A condition precedent to the right to be indemnified or receive advancement of expenses is the
delivery of written notice by the director to the company as soon as practicable of any proceeding
for which indemnity or advancement will or could be sought. A director will be entitled to
indemnification so long as he or she met the appropriate standard of conduct or was successful on
the merits or otherwise in defense of any such proceeding. Determination of a directors
entitlement to indemnification will be made, in the case of a change in control, by independent
counsel to the Board and, in all other cases, by a majority vote of disinterested directors (even
though less than a quorum), independent counsel, majority vote of a quorum of outstanding stock of all
classes entitled to vote, or a court of competent jurisdiction.

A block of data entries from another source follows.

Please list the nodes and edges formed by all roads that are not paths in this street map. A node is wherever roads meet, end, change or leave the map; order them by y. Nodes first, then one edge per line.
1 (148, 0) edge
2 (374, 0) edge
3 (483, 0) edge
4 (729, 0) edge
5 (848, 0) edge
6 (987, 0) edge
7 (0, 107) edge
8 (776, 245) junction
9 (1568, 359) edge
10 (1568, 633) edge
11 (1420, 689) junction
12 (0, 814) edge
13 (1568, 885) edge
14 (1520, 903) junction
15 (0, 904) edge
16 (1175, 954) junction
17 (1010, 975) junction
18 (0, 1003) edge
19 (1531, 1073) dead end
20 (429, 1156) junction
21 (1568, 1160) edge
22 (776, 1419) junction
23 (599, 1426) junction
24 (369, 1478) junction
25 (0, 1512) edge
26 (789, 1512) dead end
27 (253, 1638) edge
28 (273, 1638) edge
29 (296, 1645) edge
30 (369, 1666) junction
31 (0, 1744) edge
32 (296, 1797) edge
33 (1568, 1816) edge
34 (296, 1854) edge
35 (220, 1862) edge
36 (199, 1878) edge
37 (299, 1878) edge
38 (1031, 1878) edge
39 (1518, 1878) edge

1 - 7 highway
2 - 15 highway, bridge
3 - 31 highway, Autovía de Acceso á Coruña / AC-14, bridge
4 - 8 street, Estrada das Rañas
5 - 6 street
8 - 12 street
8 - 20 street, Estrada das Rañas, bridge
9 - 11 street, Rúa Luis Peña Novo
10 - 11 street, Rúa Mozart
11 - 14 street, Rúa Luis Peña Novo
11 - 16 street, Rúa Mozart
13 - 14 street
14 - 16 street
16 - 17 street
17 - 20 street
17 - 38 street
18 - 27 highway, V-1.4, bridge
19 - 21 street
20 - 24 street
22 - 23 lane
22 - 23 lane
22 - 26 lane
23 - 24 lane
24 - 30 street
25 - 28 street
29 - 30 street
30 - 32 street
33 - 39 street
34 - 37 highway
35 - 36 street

Item 7. Exemption from Registration Claimed
Not applicable.
Item 8. Exhibits
The Exhibit Index immediately preceding the exhibits is incorporated herein by reference.
Item 9. Undertakings
The undersigned registrant hereby undertakes:
(1) To file, during any period in which offers or sales are being made, a post-effective
amendment to this registration statement:
(i) To include any prospectus required by Section 10(a)(3) of the Securities Act of
1933;
(ii) To reflect in the prospectus any facts or events arising after the effective date
of the registration statement (or the most recent post-effective amendment thereof) which,
individually or in the aggregate, represent a fundamental change in the information set
forth in the registration statement. Notwithstanding the foregoing, any increase or
decrease in volume of securities offered (if the total dollar value of securities offered
would not exceed that which was registered) and any deviation from the low or high end of
the estimated maximum offering range may be reflected in the form of prospectus filed with
the Commission pursuant to Rule 424(b) if, in the aggregate, the changes in volume and price
represent no more than a 20 percent change in the maximum aggregate offering price set forth
in the Calculation of Registration Fee table in the effective registration statement; and
(iii) To include any material information with respect to the plan of distribution not
previously disclosed in the registration statement or any material change to such
information in the registration statement;
Provided, however, that:
Paragraphs (1)(i) and (1)(ii) of this section do not apply if the information required to be
included in a post-effective amendment by those paragraphs is contained in reports filed with or
furnished to the Commission by the registrant pursuant to Section 13 or Section 15(d) of the
Securities Exchange Act of 1934 that are incorporated by reference in the registration statement.
(2) That, for the purpose of determining any liability under the Securities Act of 1933, each
such post-effective amendment shall be deemed to be a new registration statement relating to the
securities offered therein, and the offering of such securities at that time shall be deemed to be
the initial bona fide offering thereof.
(3) To remove from registration by means of a post-effective amendment any of the securities
being registered which remain unsold at the termination of the offering.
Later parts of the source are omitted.